Debrouwere et al. [19] suggested that complete PPV combined with iridectomy, capsulectomy, and zonulectomy is associated with the lowest recurrence rates. Retrospective analyses have demonstrated that the combined technique of vitrectomy–iridectomy–zonulectomy (and phacoemulsification in phakic patients) had the lowest (0%) recurrence rate when compared to vitrectomy (75% of recurrence) or YAG capsulotomy with hyaloidotomy (75% of recurrence).
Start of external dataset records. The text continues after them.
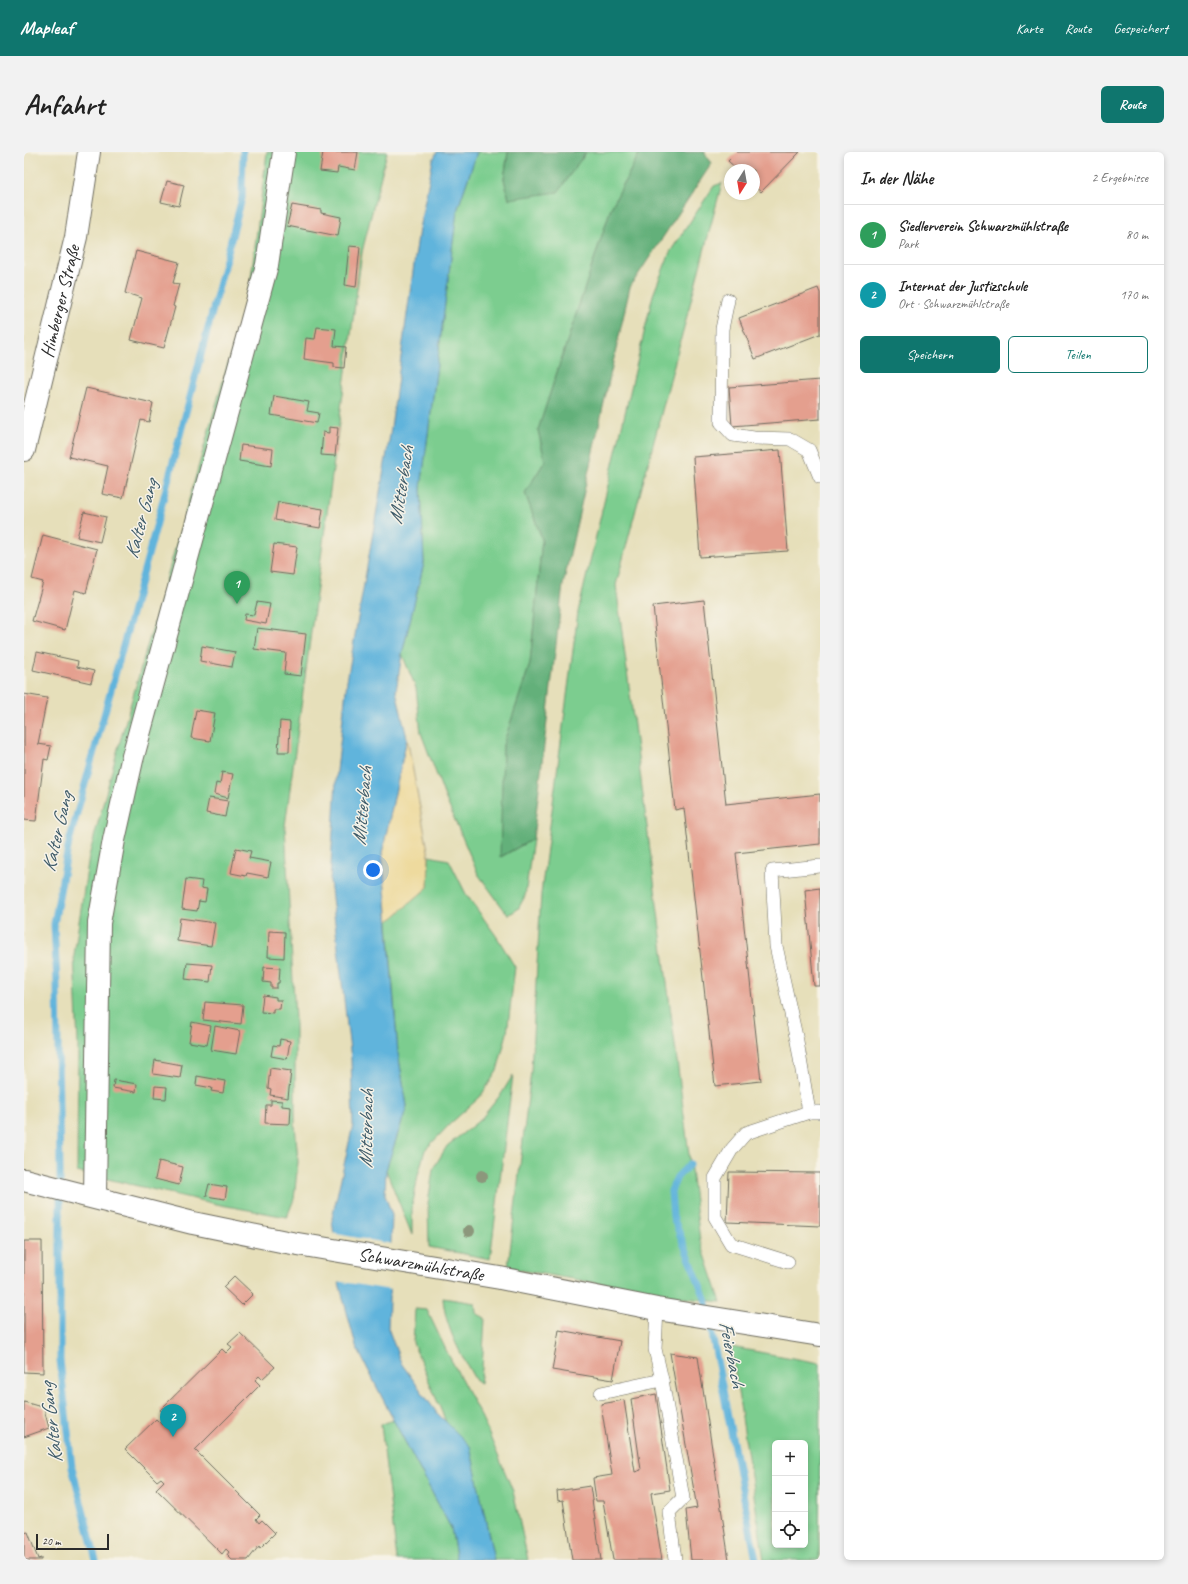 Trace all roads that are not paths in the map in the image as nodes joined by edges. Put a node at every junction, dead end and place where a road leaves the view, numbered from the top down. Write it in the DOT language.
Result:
graph roads {
  1 [pos="89,152"];
  2 [pos="284,152"];
  3 [pos="728,300"];
  4 [pos="30,400"];
  5 [pos="24,450"];
  6 [pos="820,477"];
  7 [pos="820,866"];
  8 [pos="815,1112"];
  9 [pos="30,1181"];
  10 [pos="89,1196"];
  11 [pos="788,1262"];
  12 [pos="657,1309"];
  13 [pos="820,1335"];
  14 [pos="662,1380"];
  15 [pos="601,1393"];
  16 [pos="675,1560"];
  1 -- 4 [label="street, Himberger Straße"];
  2 -- 10 [label="street"];
  3 -- 6 [label="lane"];
  4 -- 5 [label="street, Himberger Straße"];
  7 -- 8 [label="lane"];
  8 -- 11 [label="lane"];
  9 -- 10 [label="street, Schwarzmühlstraße"];
  10 -- 12 [label="street, Schwarzmühlstraße"];
  12 -- 13 [label="street, Schwarzmühlstraße"];
  12 -- 14 [label="lane"];
  14 -- 15 [label="lane"];
  14 -- 16 [label="lane"];
} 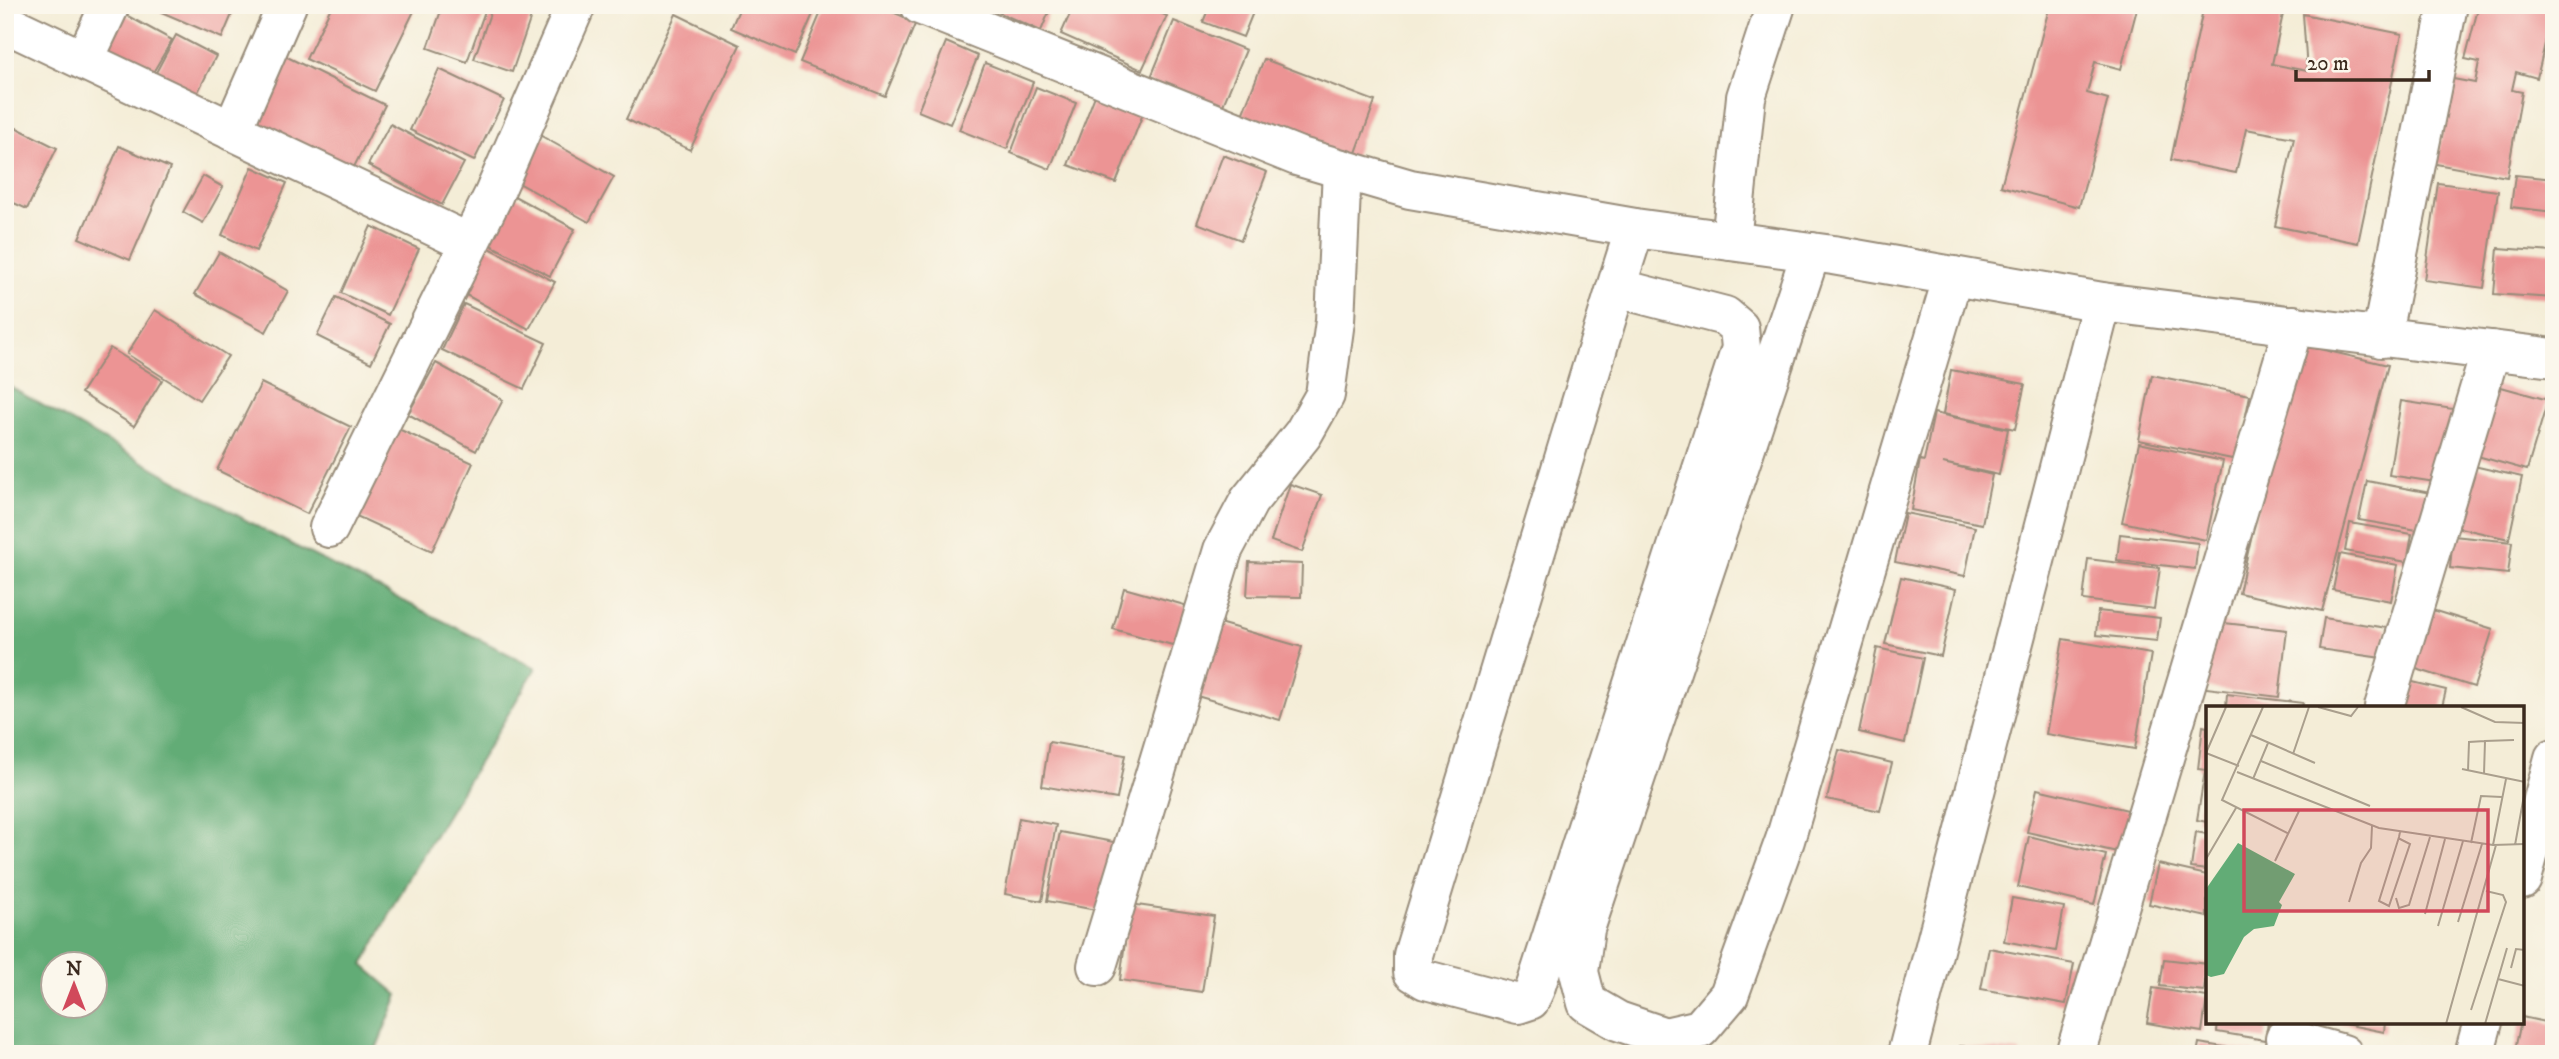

In pseudophakic eyes, iridectomy–hyaloidotomy–zonulectomy combined with anterior vitrectomy (AV) has similarly shown favorable outcomes. That was confirmed by Rękas et al. [25] in seventeen patients (twenty eyes) with MG. The high effectiveness of combined pars plana antero-central vitrectomy, hyaloido-zonulectomy and iridectomy in MG was also confirmed by the previously cited Jin and Caprioli [21]. Among the fifty-five eyes which had surgical treatment, fifty-two eyes failed pharmacological treatment, and three eyes were treatment naïve. The anatomical success rate was 96.4%. Alternative anterior segment approaches, including zonulo-hyaloido-vitrectomy performed by anterior segment surgeons, have been described, particularly for pseudophakic MG [23,26]. This technique involves the creation of a channel through a peripheral iridectomy, zonule, and posterior capsule to access the anterior vitreous, followed by AV and excision of obstructing structures [2,22,23]. After AV, the vitrectomy device is slowly withdrawn and the capsule, zonule and iris are excised [23,25].

Żarnowski et al. [23] treated ten eyes with MG using a novel surgical technique, an anterior chamber capsulo-hyaloidectomy and AV through the iridectomy. All cases have a relief of aqueous misdirection, AC and post-operative IOP normalization. There were no relapses during follow-up, which lasted 6–18 months. When MG develops in a phakic eye, most investigations recommend performing vitrectomy and cataract extraction simultaneously [24].

In the presence of peripheral anterior synechiae or significant anterior segment fibrosis, additional procedures, such as goniosynechiolysis or implantation of glaucoma drainage devices, may be required in conjunction with PPV [27].

Postoperative complications must also be considered. Cystoid macular edema has been reported by Lincke et al. [17] as one of the most common adverse events following IZ with PPV in eyes with MG after cataract surgery.

3.4. Risk of Developing Malignant Glaucoma in the Fellow Eye

Furthermore, patients with MG in one eye are at increased risk of developing the condition in the fellow eye [27]. Prophylactic measures, including laser iridotomy or iridectomy in anatomically predisposed fellow eyes, may be considered. In selected high-risk cases, particularly when advanced MG necessitated PPV in the first eye, prophylactic combined phacoemulsification and vitrectomy in the fellow eye has been proposed.

4. Conclusions

Therapeutic success in MG is predicated on two principal objectives: (1) re-establishment of unobstructed aqueous humor flow between the posterior and anterior segments of the eye, thereby eliminating aqueous misdirection, and (2) restoration of normal anterior segment anatomy, characterized by deepening of the AC and sustained reduction in IOP, ideally without the need for long-term polypharmacotherapy or with minimal adjunctive medical therapy. Advances in surgical management—particularly techniques facilitating disruption of the anterior hyaloid face and establishment of a permanent communication between the VC and AC—have substantially improved anatomical and functional outcomes. Concurrent progress in diagnostic imaging, including high-resolution AS-OCT, has enhanced our ability to detect early anatomical alterations and guide timely intervention. Furthermore, improved recognition of high-risk populations and the prompt initiation of appropriate therapy have contributed to a greater likelihood of preserving visual function in patients with MG. Collectively, these developments have led to improved long-term structural stabilization and the maintenance of functional visual parameters in spite of this challenging clinical entity.